Tutto nasce e muore negli anni ’80. Damien Chazelle lo sa e prende spunto da questo assunto per comporre con La La Land la sua elegia di un passato perduto trapiantato nel mondo di oggi, dove non c’è spazio per nostalgie e risentimenti per un tempo ormai estinto. L’assunto del film è identico a quello del film precedente del giovane regista (probabilmente diventerà il più giovane cineasta americano a vincere l’Oscar, rompendo così la serie dei 6 anni consecutivi in cui un regista USA non ha vinto la statuetta per la miglior regia), Whiplash (2014), dove il rimpianto per agli anni d’oro del jazz si fondeva con la necessità di un addestramento semi-militare dei nuovi musicisti. Whiplash era un autentico gioiello parzialmente rovinato da un insensato e insopportabile overacting, che surriscaldava la macchina narrativa fino a far ribollire i conflitti.
Un vero peccato. Così Chazelle ha assassinato il suo film d’esordio, un dramma serratissimo dove script, regia e montaggio costruivano un perfetto simulacro di una danza mortale, purtroppo accesa da performance troppo sovraesposte per ottenere una gusta calibratura di emozioni primarie troppo urlate per essere vere.
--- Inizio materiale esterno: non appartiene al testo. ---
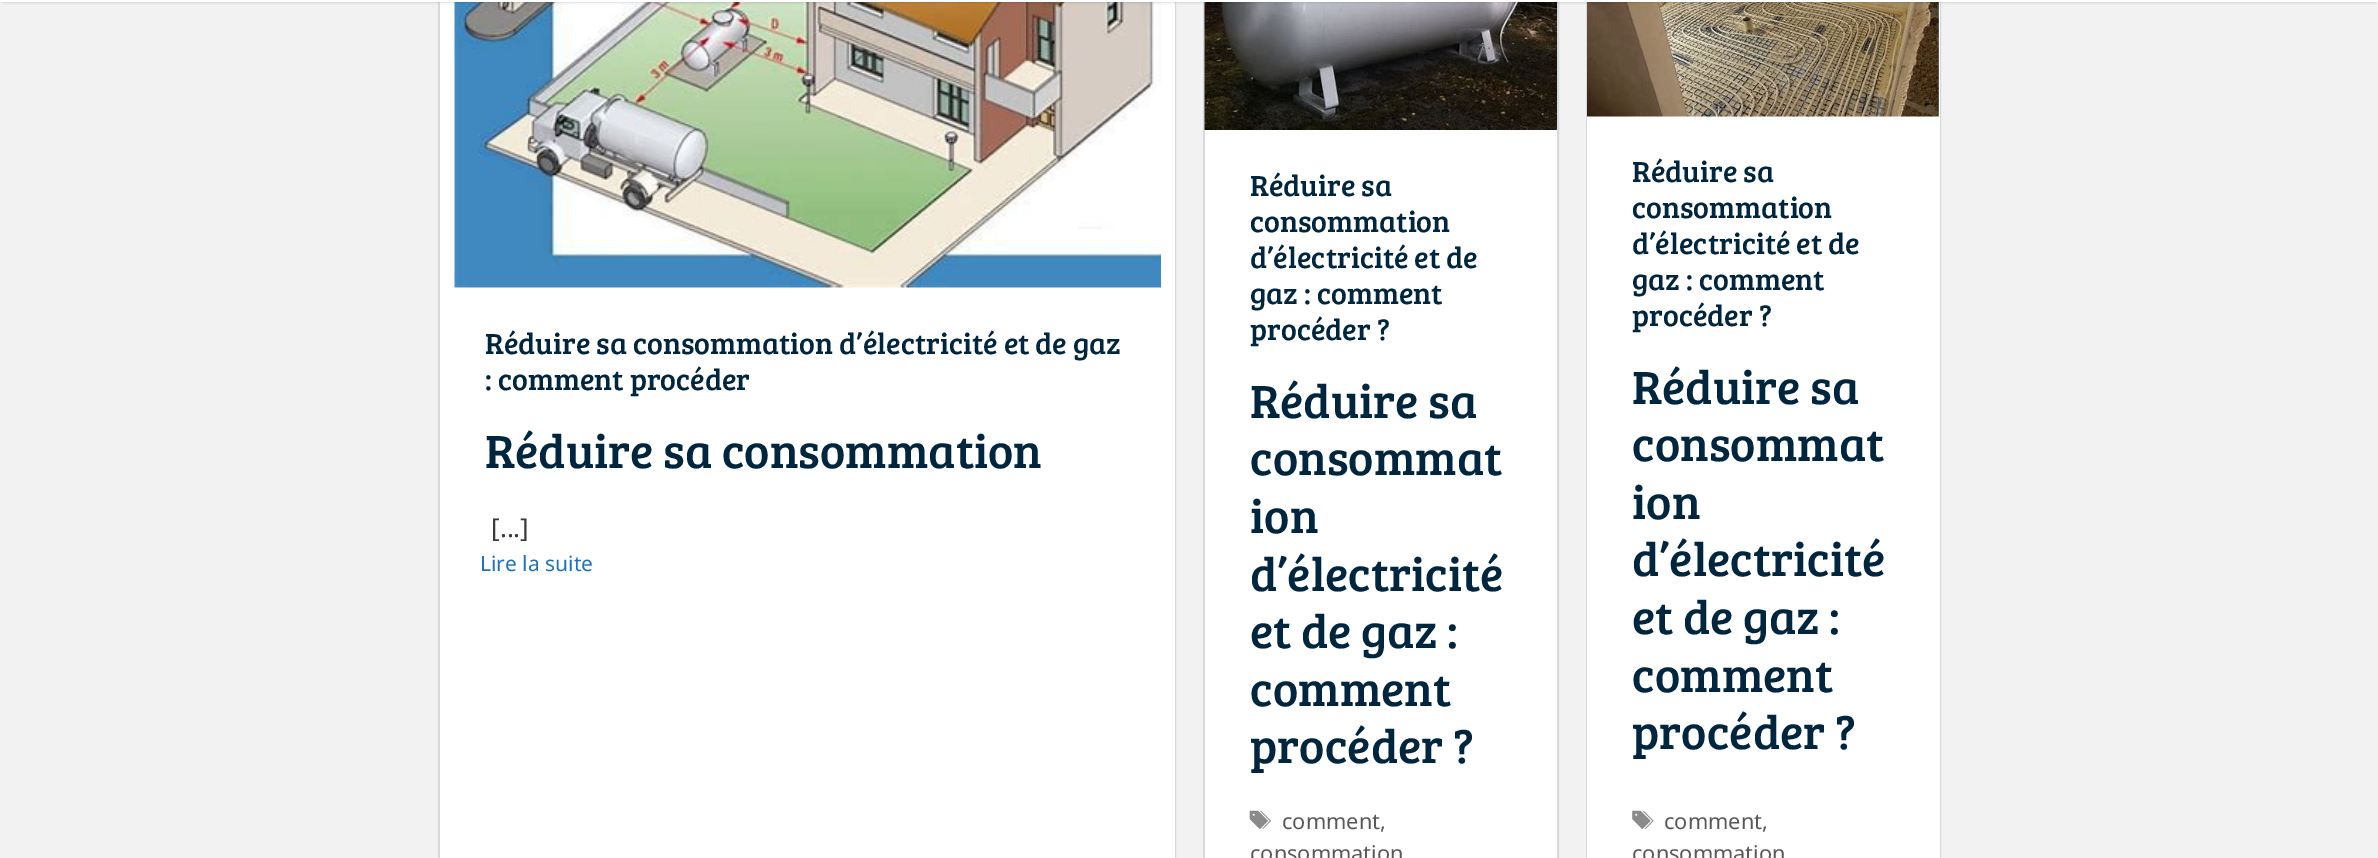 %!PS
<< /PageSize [2378 858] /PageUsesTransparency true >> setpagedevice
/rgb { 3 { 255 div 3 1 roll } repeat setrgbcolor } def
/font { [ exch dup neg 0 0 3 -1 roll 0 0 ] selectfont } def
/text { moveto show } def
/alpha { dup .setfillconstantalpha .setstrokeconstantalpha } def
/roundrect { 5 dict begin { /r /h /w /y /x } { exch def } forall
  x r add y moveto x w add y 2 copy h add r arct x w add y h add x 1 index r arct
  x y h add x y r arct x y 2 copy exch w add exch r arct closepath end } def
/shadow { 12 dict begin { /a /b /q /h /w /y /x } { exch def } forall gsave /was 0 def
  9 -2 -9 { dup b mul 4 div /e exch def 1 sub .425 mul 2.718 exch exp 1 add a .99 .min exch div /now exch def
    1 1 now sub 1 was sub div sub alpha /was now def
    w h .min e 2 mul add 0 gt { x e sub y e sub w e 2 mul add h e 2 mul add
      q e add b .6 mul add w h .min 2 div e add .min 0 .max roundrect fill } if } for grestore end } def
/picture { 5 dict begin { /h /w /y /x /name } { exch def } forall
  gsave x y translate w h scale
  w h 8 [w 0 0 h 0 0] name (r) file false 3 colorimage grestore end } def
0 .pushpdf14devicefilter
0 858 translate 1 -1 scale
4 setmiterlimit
242 242 242 rgb
0 0 2378 858 rectfill
214 218 222 rgb
2 setlinewidth
439 -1 736 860 rectstroke
255 255 255 rgb
440 2 735 856 rectfill
(img_01.rgb) 454 2 707 286 picture
214 218 222 rgb
1204 -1 354 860 rectstroke
(img_02.rgb) 1204 2 353 128 picture
1587 -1 353 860 rectstroke
255 255 255 rgb
1587 2 353 856 rectfill
(img_04.rgb) 1587 2 353 115 picture
0 0 0 rgb
3 -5 2373 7 0 1.5 0.2 shadow
255 255 255 rgb
0 0 2378 2 rectfill
1205 130 352 728 rectfill
(img_03.rgb) 1249 810 22 19 picture
(img_05.rgb) 1632 810 22 19 picture
/BreeSerif-Regular 30 font
0 37 62 rgb
(Réduire sa consommation d’électricité et de gaz) 485 354 text
(: comment procéder) 485 390 text
/BreeSerif-Regular 48 font
(Réduire sa consommation) 485 468 text
/NotoSans-Regular 26 font
58 58 58 rgb
([...]) 491 537 text
/NotoSans-Regular 21 font
30 115 190 rgb
(Lire la suite) 480 571 text
/BreeSerif-Regular 30 font
0 37 62 rgb
(Réduire sa) 1250 196 text
(consommation) 1250 232 text
(d’électricité et de) 1250 268 text
(gaz : comment) 1250 304 text
(procéder ?) 1250 340 text
/BreeSerif-Regular 48 font
(Réduire sa) 1250 418 text
(consommat) 1250 475 text
(ion) 1250 533 text
(d’électricité) 1250 591 text
(et de gaz :) 1250 648 text
(comment) 1250 706 text
(procéder ?) 1250 763 text
/NotoSans-Regular 21.75 font
89 89 89 rgb
(comment,) 1282 829 text
(consommation) 1250 861 text
/BreeSerif-Regular 30 font
0 37 62 rgb
(Réduire sa) 1632 182 text
(consommation) 1632 218 text
(d’électricité et de) 1632 254 text
(gaz : comment) 1632 290 text
(procéder ?) 1632 326 text
/BreeSerif-Regular 48 font
(Réduire sa) 1632 404 text
(consommat) 1632 461 text
(ion) 1632 519 text
(d’électricité) 1632 576 text
(et de gaz :) 1632 634 text
(comment) 1632 692 text
(procéder ?) 1632 749 text
/NotoSans-Regular 21.75 font
89 89 89 rgb
(comment,) 1664 829 text
(consommation) 1632 861 text
.poppdf14devicefilter showpage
In La La Land Chazelle non si sogna minimamente di surriscaldare il motore narrativo. L’impostazione della commedia sentimentale è del tutto raffreddata da un’ironia sottile, a tratti pungente, sempre sorprendentemente delicata, quasi a voler sfiorare personaggi volitivi ed aerei, che solo alla fine diventano elementi di un trattato filosofico su un destino cieco che premia più gli istinti che le reali volontà. Il gusto estetico di Chazelle in La La Land ha un misto di innamoramento vintage e quindi di perenne ricordo trasognato, misto ad una freddezza compositiva, da cui si denota un controllo totale di una partitura intensa ma sempre soffusa, dove i sentimenti sono tenuti ad una distanza quasi aerea e del tutto invisibili all’occhio.
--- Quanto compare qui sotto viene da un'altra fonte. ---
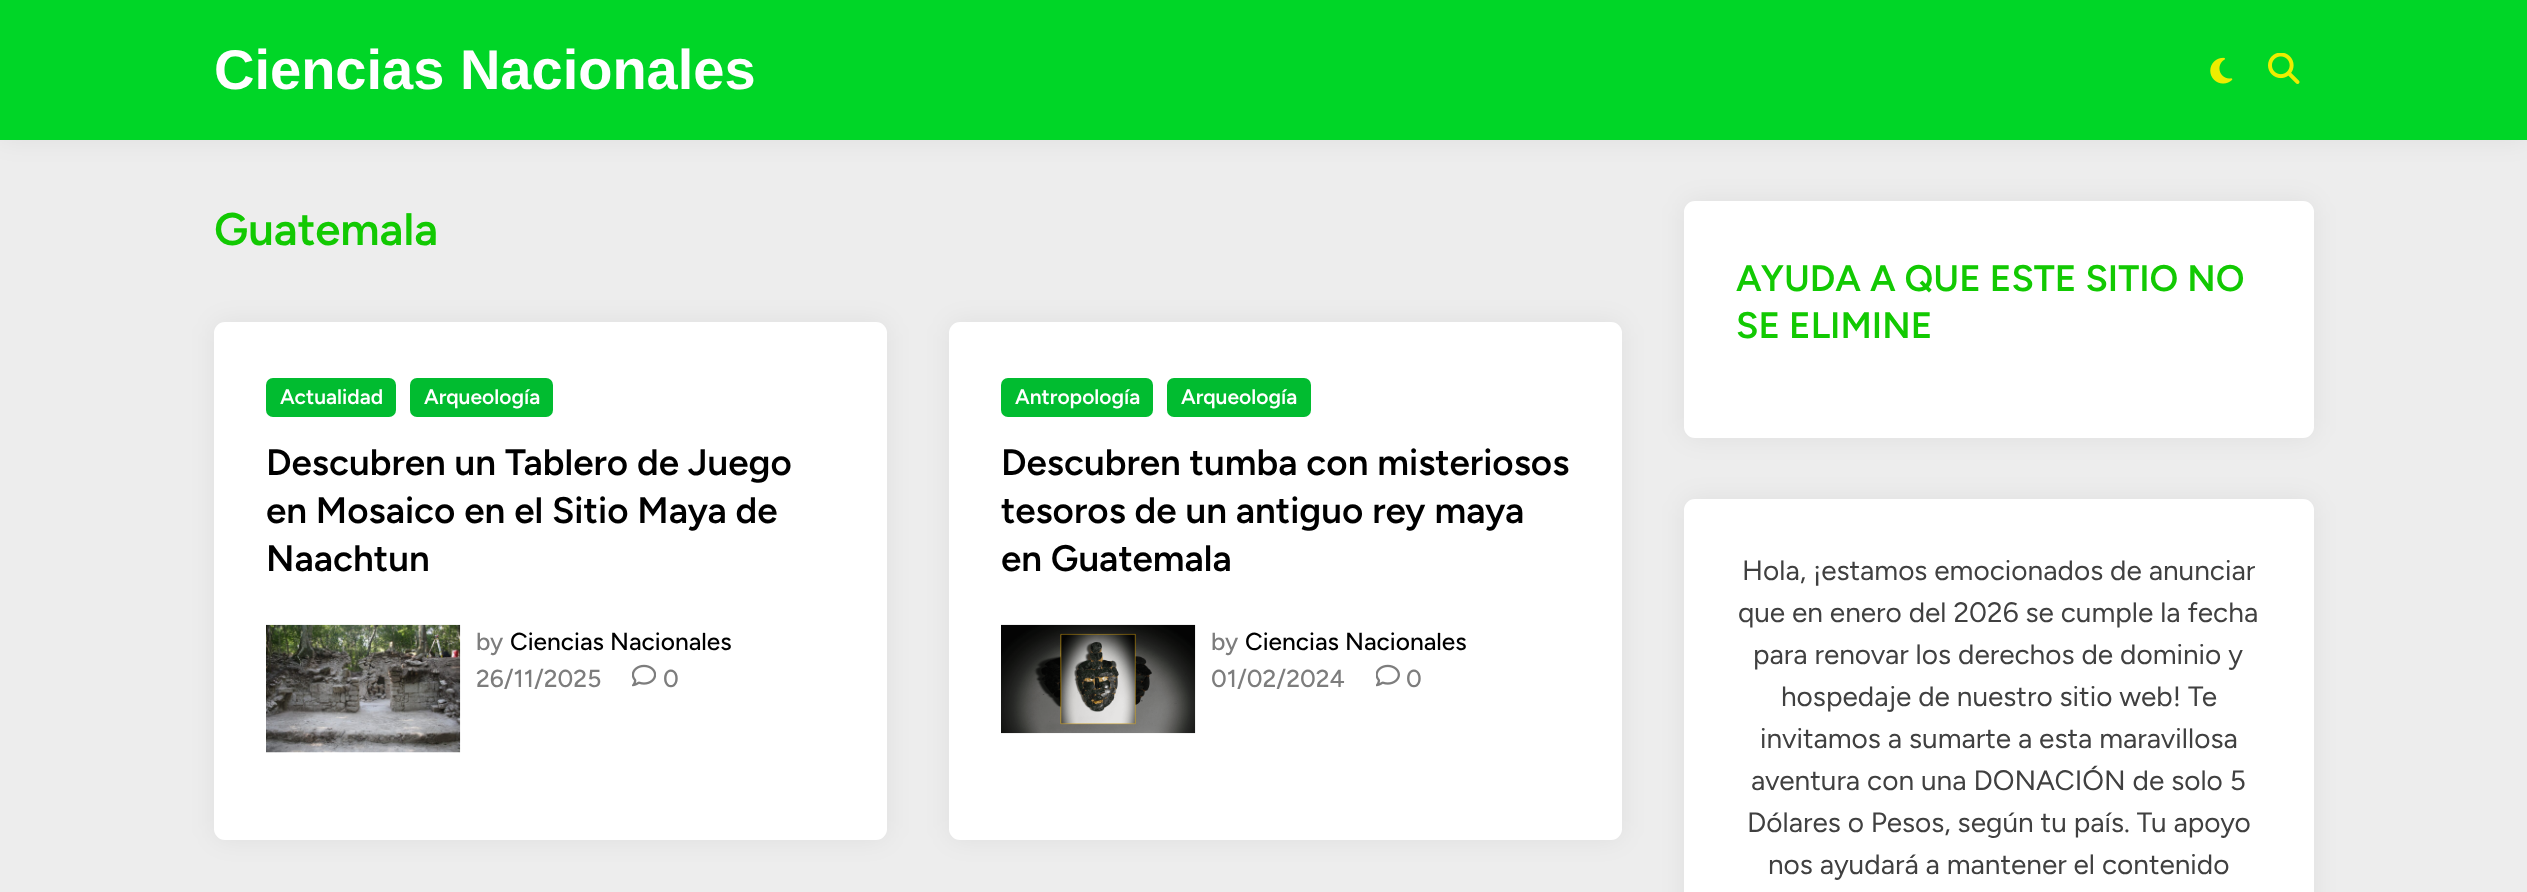 (async () => {
const canvas = document.querySelector("canvas")
canvas.width = 2527
canvas.height = 892
const c = canvas.getContext("2d")
c.miterLimit = 4
c.fontKerning = "normal"
function T(s,x,y){c.fillText(s,x,y)}
function R(x,y,w,h){c.fillRect(x,y,w,h)}
function Q(x,y,w,h,r){c.beginPath();c.roundRect(x,y,w,h,r);c.fill()}
async function I(src,x,y,w,h){const img=new Image();img.src=src;await img.decode();c.drawImage(img,x,y,w,h)}
c.fillStyle="#ededed"
R(0,0,2527,892)
c.fillStyle="#0000000f"
c.filter="blur(13px)"
c.beginPath()
c.rect(0,0,2527,140)
c.fill()
c.filter="none"
c.fillStyle="#00d627"
R(0,0,2527,140)
c.font="bold 56px Liberation Sans"
c.fillStyle="#fff"
T("Ciencias Nacionales",214,89)
await I("1.png",2210,57,23,27)
await I("2.png",2268,53,32,31)
c.font="600 45.5px Figtree"
c.fillStyle="#12c902"
T("Guatemala",214,245)
c.fillStyle="#0000000f"
c.filter="blur(13px)"
c.beginPath()
c.roundRect(214,322,673,518,11)
c.fill()
c.filter="none"
c.fillStyle="#fff"
Q(214,322,673,518,11)
c.fillStyle="#01bc30"
Q(266,378,130,39,7)
c.font="600 21px Figtree"
c.fillStyle="#fff"
T("Actualidad",280,404)
c.fillStyle="#01bc30"
Q(410,378,143,39,7)
c.fillStyle="#fff"
T("Arqueología",424,404)
c.font="600 36.75px Figtree"
c.fillStyle="#000"
T("Descubren un Tablero de Juego",266,475)
T("en Mosaico en el Sitio Maya de",266,523)
T("Naachtun",266,571)
await I("3.png",266,624,195,129)
c.font="500 24.5px Figtree"
c.fillStyle="#7d7d7d"
T("by",476,650)
c.fillStyle="#000"
T("Ciencias Nacionales",510,650)
c.fillStyle="#7d7d7d"
T("26/11/2025",476,687)
await I("4.png",632,664,24,23)
T("0",663,687)
c.fillStyle="#0000000f"
c.filter="blur(13px)"
c.beginPath()
c.roundRect(949,322,673,518,11)
c.fill()
c.filter="none"
c.fillStyle="#fff"
Q(949,322,673,518,11)
c.fillStyle="#01bc30"
Q(1001,378,152,39,7)
c.font="600 21px Figtree"
c.fillStyle="#fff"
T("Antropología",1015,404)
c.fillStyle="#01bc30"
Q(1167,378,144,39,7)
c.fillStyle="#fff"
T("Arqueología",1181,404)
c.font="600 36.75px Figtree"
c.fillStyle="#000"
T("Descubren tumba con misteriosos",1001,475)
T("tesoros de un antiguo rey maya",1001,523)
T("en Guatemala",1001,571)
await I("5.png",1001,624,195,110)
c.font="500 24.5px Figtree"
c.fillStyle="#7d7d7d"
T("by",1211,650)
c.fillStyle="#000"
T("Ciencias Nacionales",1245,650)
c.fillStyle="#7d7d7d"
T("01/02/2024",1211,687)
await I("6.png",1376,664,24,23)
T("0",1406,687)
c.fillStyle="#0000000f"
c.filter="blur(13px)"
c.beginPath()
c.roundRect(1684,201,630,237,11)
c.fill()
c.filter="none"
c.fillStyle="#fff"
Q(1684,201,630,237,11)
c.font="600 36.75px Figtree"
c.fillStyle="#12c902"
T("AYUDA A QUE ESTE SITIO NO",1736,291)
T("SE ELIMINE",1736,338)
c.fillStyle="#0000000f"
c.filter="blur(13px)"
c.beginPath()
c.roundRect(1684,499,630,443,11)
c.fill()
c.filter="none"
c.fillStyle="#fff"
Q(1684,499,630,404,11)
c.font="28px Figtree"
c.fillStyle="#404040"
T("Hola, ¡estamos emocionados de anunciar",1742,580)
T("que en enero del 2026 se cumple la fecha",1738,622)
T("para renovar los derechos de dominio y",1753,664)
T("hospedaje de nuestro sitio web! Te",1781,706)
T("invitamos a sumarte a esta maravillosa",1760,748)
T("aventura con una DONACIÓN de solo 5",1751,790)
T("Dólares o Pesos, según tu país. Tu apoyo",1747,832)
T("nos ayudará a mantener el contenido",1768,874)
})()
Chazelle riporta il musical ad una dimensione terrena e del tutto architettonica: come in Whiplash script, regia e montaggio codificano un mondo narrativo perennemente in bilico tra sogno e realtà, la forma si fonde nel contenuto senza che i personaggi vengano affogati in un mondo narrativo dove l’autorialismo sia preponderante al plot narrativo, come accadeva nei musical più autoriali, come Dancer in the Dark, dove la storia di Selma era comandata dall’alto dall’estro registico del demiurgo Von Trier; come in Moulin Rouge! dove il dramma di Satine era affogato nello stile sovraeccitato e ultra kitsch di Luhrmann; come in Sweeney Todd, dove la storia della vendetta del barbiere di Fleet Street veniva condotta da Tim Burton in una sontuosa sinfonia di morte sulla rivincita violenta dell’individuo rinnegato dalla società.
La La Land è un’opera decisamente più leggera e scanzonata e, allo stesso tempo, dotata di una calma irrequieta tale da rendere la sintassi narrativa fluida e plastica. Chazelle sa che il cinema è un regalo da offrire al pubblico, non c’è bisogno di pugni in faccia estetici per imporre un’estetica autoriale. Il mondo narrativo di La La Land si lascia guardare con una certa grazia, senza mai eccedere, senza che le lacrime prendano il sopravvento e senza rimanere un esercizio di maniera. Un meccanismo audace ed elegante. Chazelle dimostra che si può ancora rinnovare un’immaginario estremamente consumato, il tempo forse gli darà ragione e lo consegnerà ad una memoria duratura.